Nevertheless, William allowed George to accompany him on his Irish campaign of 1690/91. While in preparation for this event, Clarendon described another episode illustrating George's appalling lack of discipline and Anne's efforts to compensate for it. Prior to his departure, Clarendon's son asked Prince George to be excused from accompanying him, since his own regiment had been disbanded. While George tried to persuade him to go anyway, he was apparently unsuccessful, as Clarendon further related: Rochester [Clarendon's brother] later went to Anne, who was already apprised of all this by the Prince. Anne said, the Prince must be waited on! Could not go on with just an equerry and groom to the Bedchamber--Rochester replied, heard Prince gave leave for Lord Falkland to stay behind for business reasons; Anne said Prince is so good natured, gave his servants leave to do anything, but Anne was angry, and hoped George would recall Lord Falkland to service. (71)

Both Clarendon's son and Lord Falkland were dismissed from their household posts for their refusals to accompany the prince, undoubtedly on Anne's orders. (72)

During the Irish campaign, George served without command at his own expense. (73) Little is known concerning what military role George actually performed during this campaign, except that William III treated George with noted disdain following the Battle of the Boyne, refusing to allow him to ride in the royal coach. (74) For the rest of his reign, William barred George from active participation in any military campaign and inflicted a number of public humiliations upon his hapless brother-in-law. In an account written by Sarah Churchill, in 1691 George asked the king leave to serve in the fleet without command. William reportedly embraced George but said nothing. As George took the silence for consent and began packing his bags, "The king, as it afterwards appeared, had left orders with the Queen, that she should neither suffer the Prince to go, nor yet forbid him to go, if she could contrive matters, as to make his staying home his own choice." (75)

Queen Mary then tried to enlist Sarah Churchill's aid to accomplish this task, but Sarah refused to do so unless the Queen acknowledged the request came from her.
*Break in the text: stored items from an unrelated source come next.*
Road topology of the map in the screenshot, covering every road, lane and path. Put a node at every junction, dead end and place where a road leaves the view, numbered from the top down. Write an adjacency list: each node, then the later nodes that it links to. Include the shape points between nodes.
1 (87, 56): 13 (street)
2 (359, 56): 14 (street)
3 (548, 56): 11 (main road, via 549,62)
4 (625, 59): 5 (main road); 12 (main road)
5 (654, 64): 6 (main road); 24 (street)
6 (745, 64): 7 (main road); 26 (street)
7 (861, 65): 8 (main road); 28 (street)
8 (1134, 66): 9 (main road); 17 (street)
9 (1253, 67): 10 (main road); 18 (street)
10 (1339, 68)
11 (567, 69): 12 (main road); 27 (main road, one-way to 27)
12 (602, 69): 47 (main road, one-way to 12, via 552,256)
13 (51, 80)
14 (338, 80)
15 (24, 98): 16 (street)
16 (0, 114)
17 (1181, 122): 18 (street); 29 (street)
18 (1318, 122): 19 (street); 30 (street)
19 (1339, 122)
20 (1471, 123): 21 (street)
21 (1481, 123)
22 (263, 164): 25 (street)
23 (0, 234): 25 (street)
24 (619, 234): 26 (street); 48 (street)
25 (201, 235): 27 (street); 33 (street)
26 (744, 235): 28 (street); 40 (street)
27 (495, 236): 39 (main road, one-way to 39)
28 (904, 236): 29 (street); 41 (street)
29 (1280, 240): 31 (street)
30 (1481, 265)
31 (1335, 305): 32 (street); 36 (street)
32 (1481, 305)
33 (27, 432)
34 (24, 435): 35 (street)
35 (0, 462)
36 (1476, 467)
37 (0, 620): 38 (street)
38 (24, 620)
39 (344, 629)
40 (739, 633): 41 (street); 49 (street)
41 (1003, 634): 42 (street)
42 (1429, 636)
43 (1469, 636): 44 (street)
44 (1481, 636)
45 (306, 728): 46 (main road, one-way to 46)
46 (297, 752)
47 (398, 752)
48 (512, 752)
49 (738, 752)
Finally, in a repeat of George's Irish humiliation, Queen Mary sent the Earl of Nottingham to positively forbid the Prince "not to hazard himself on board the fleet." (76)
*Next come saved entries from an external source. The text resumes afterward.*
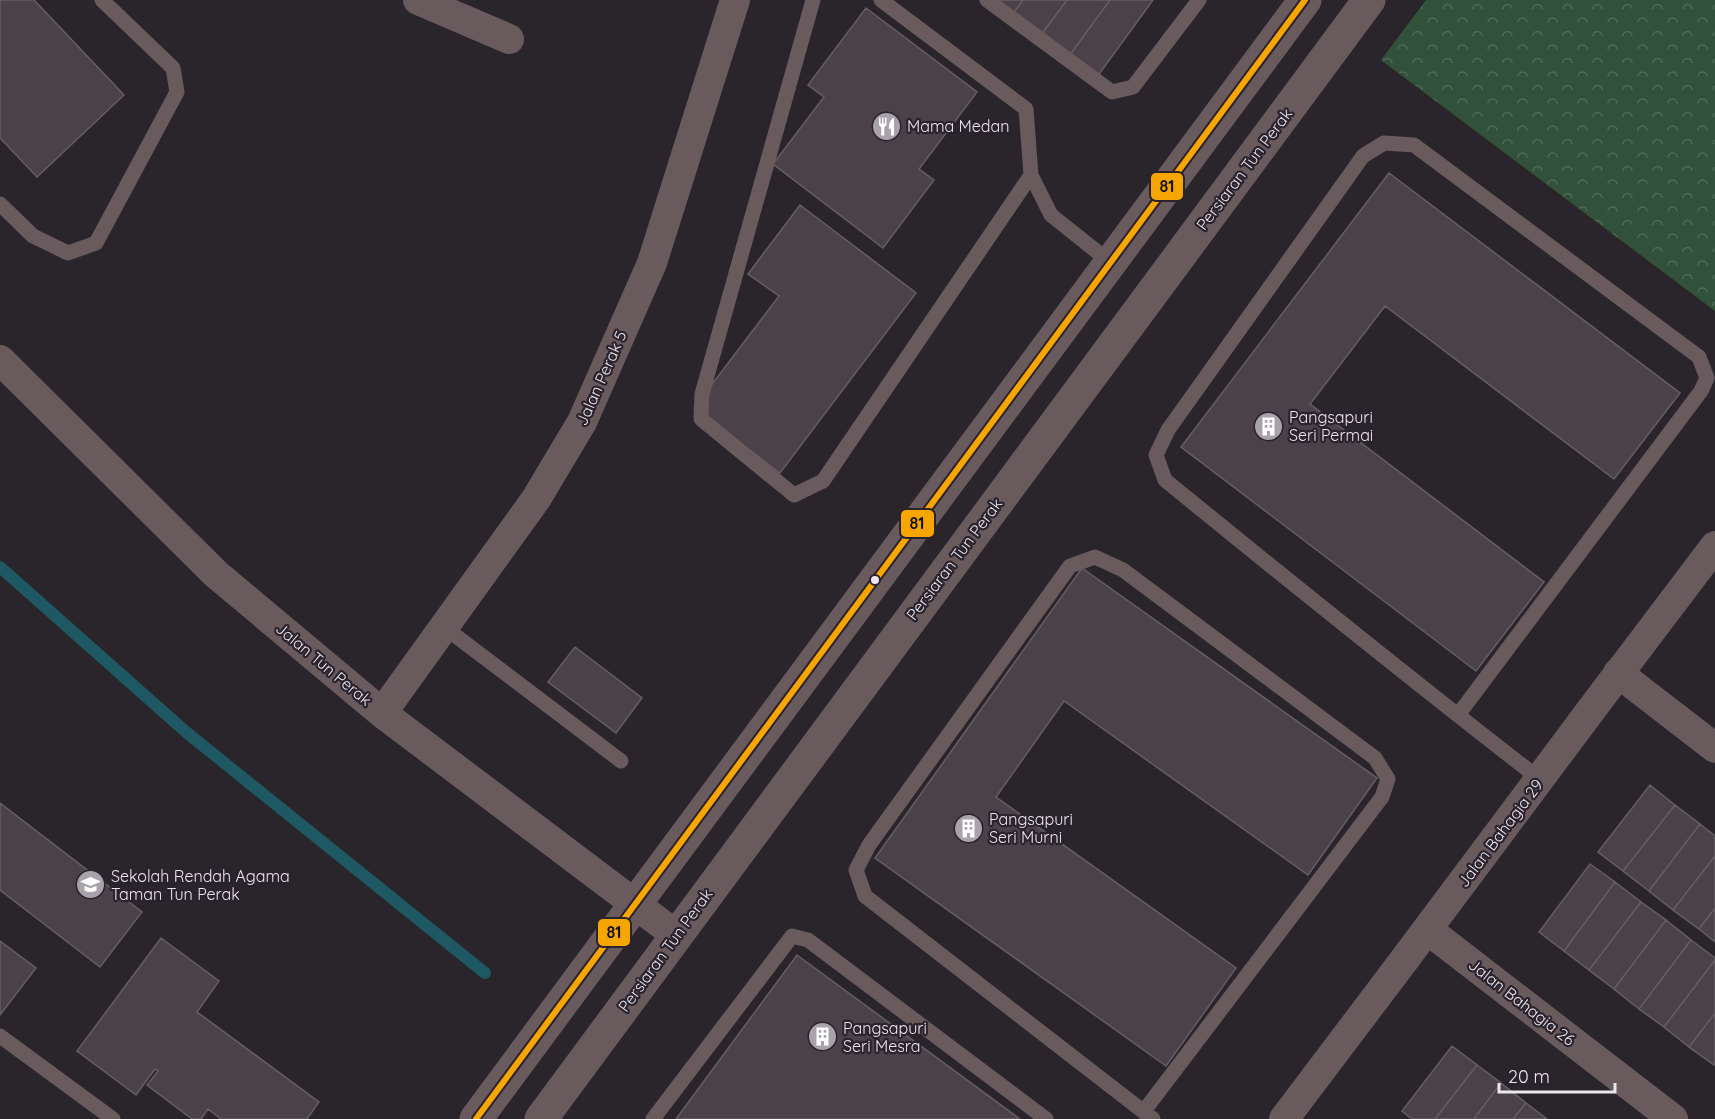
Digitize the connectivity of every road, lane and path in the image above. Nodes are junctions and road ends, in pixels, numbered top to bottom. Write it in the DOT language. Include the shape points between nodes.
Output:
graph roads {
  1 [pos="102,0"];
  2 [pos="418,0"];
  3 [pos="735,0"];
  4 [pos="813,0"];
  5 [pos="881,0"];
  6 [pos="987,0"];
  7 [pos="1199,0"];
  8 [pos="1369,0"];
  9 [pos="1300,2"];
  10 [pos="509,39"];
  11 [pos="1031,175"];
  12 [pos="0,204"];
  13 [pos="1110,262"];
  14 [pos="0,360"];
  15 [pos="1715,546"];
  16 [pos="444,627"];
  17 [pos="1618,673"];
  18 [pos="382,713"];
  19 [pos="1458,715"];
  20 [pos="1715,748"];
  21 [pos="621,761"];
  22 [pos="1541,780"];
  23 [pos="635,904"];
  24 [pos="1428,930"];
  25 [pos="676,935"];
  26 [pos="0,1036"];
  27 [pos="1148,1115"];
  28 [pos="113,1119"];
  29 [pos="476,1119"];
  30 [pos="541,1119"];
  31 [pos="653,1119"];
  32 [pos="1046,1119"];
  33 [pos="1284,1119"];
  34 [pos="1673,1119"];
  1 -- 12 [label="lane" via="173,68 177,92 96,243 68,253 33,236"];
  2 -- 10 [label="street"];
  3 -- 16 [label="street, Jalan Perak 5" via="652,263 582,422 536,499"];
  4 -- 11 [label="lane" via="702,394 701,419 794,495 823,481"];
  5 -- 11 [label="lane" via="1026,109"];
  6 -- 7 [label="lane" via="1112,92 1133,87"];
  8 -- 25 [label="street, Persiaran Tun Perak"];
  9 -- 13 [label="street"];
  11 -- 13 [label="lane" via="1050,215"];
  13 -- 23 [label="street"];
  14 -- 18 [label="street, Jalan Tun Perak" via="216,574"];
  15 -- 17 [label="street, Jalan Bahagia 29"];
  16 -- 18 [label="street, Jalan Perak 5"];
  16 -- 21 [label="lane"];
  17 -- 20 [label="street"];
  17 -- 22 [label="street, Jalan Bahagia 29"];
  18 -- 23 [label="street, Jalan Tun Perak"];
  19 -- 19 [label="lane" via="1165,480 1156,455 1168,430 1363,156 1384,144 1414,145 1699,357 1707,378 1701,392"];
  19 -- 22 [label="lane"];
  22 -- 24 [label="street, Jalan Bahagia 29"];
  23 -- 25 [label="street, Jalan Tun Perak"];
  23 -- 29 [label="street"];
  24 -- 33 [label="street, Jalan Bahagia 29"];
  24 -- 34 [label="street, Jalan Bahagia 26"];
  25 -- 30 [label="street, Persiaran Tun Perak"];
  26 -- 28 [label="lane"];
  27 -- 27 [label="lane" via="865,896 856,870 869,845 1070,566 1095,557 1123,570 1375,758 1388,779 1382,797"];
  31 -- 32 [label="lane" via="792,936 808,940"];
}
Regardless of George's military competency, William's real target was Anne. Both William and Mary suspected she was using her husband's presence in military campaigns as a means to build up her own political following, and they used George as a public whipping boy for Anne's transgressions. (77) While Anne and George had lent their support to William and Mary, Anne only reluctantly accepted William's intrusion between herself and her sister in the hereditary line of succession. As first in line to the throne, Anne became the focus of disaffection with William III as the honeymoon of the Revolution abated and the English people came to realize their king was a foreigner intent on dragging England into Holland's chronic Continental conflicts. Relations between Anne and William and Mary had already soured by the end of 1689, when Anne's "friends" managed to secure for her an unprecedented 50,000 [pounds sterling] annual grant from Parliament, a clear political defeat for William, who wanted to keep her on a tight financial leash. (78)
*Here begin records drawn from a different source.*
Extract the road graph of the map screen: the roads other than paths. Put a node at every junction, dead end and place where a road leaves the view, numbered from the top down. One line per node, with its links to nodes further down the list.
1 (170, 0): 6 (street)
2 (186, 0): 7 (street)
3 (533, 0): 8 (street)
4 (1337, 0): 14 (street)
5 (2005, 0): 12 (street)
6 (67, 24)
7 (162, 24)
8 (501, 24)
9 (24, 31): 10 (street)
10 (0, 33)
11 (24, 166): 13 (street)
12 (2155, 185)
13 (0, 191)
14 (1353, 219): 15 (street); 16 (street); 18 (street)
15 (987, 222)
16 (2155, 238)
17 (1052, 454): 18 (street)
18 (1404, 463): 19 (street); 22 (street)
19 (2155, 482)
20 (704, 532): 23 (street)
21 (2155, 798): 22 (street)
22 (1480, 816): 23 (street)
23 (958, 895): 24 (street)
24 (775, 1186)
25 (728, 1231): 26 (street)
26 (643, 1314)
One of George's more under-appreciated performances was that of intercessor within the Stuart royal family during the feud that erupted between Anne and William and Mary in 1691, when William dismissed Marlborough from his government. Mary peremptorily demanded that Anne dismiss Sarah Churchill from her household, which Anne refused to do, creating a rift between the Stuart sisters that remained unresolved at the time of Mary's death in 1694. During this time, the only individual who remained on speaking terms with all parties was George of Denmark, who endured the slights of William and Mary to keep the lines of communication open, an impressive achievement. (79) While William's contemptuous treatment of George angered Anne, George continued to negotiate the troubled waters separating the king and queen and his wife, employing his natural deference and affability to minimize the bad feelings. (80) In 1692, at the height of animosity between the Cockpit Circle and the crown, George inquired whether he could pay his respects to William prior to his departure for the Continent. (81) Although William had deprived George and Anne of their customary guard and William's own guard took no notice of the prince when he arrived at Kensington, the meeting must have been a success; following the interview the drums rolled as the guards stood at attention when George took his departure. (82) Soon after William embarked, George was recalled to the Privy Council, and on one occasion accompanying Queen Mary back to her apartments to dine with her after attending a Great Council. (83) In December 1690, when relations between Anne and William and Mary were particularly tense, George was called to the council of nine, the regency council Queen Mary headed during William's absences on the Continent. (84)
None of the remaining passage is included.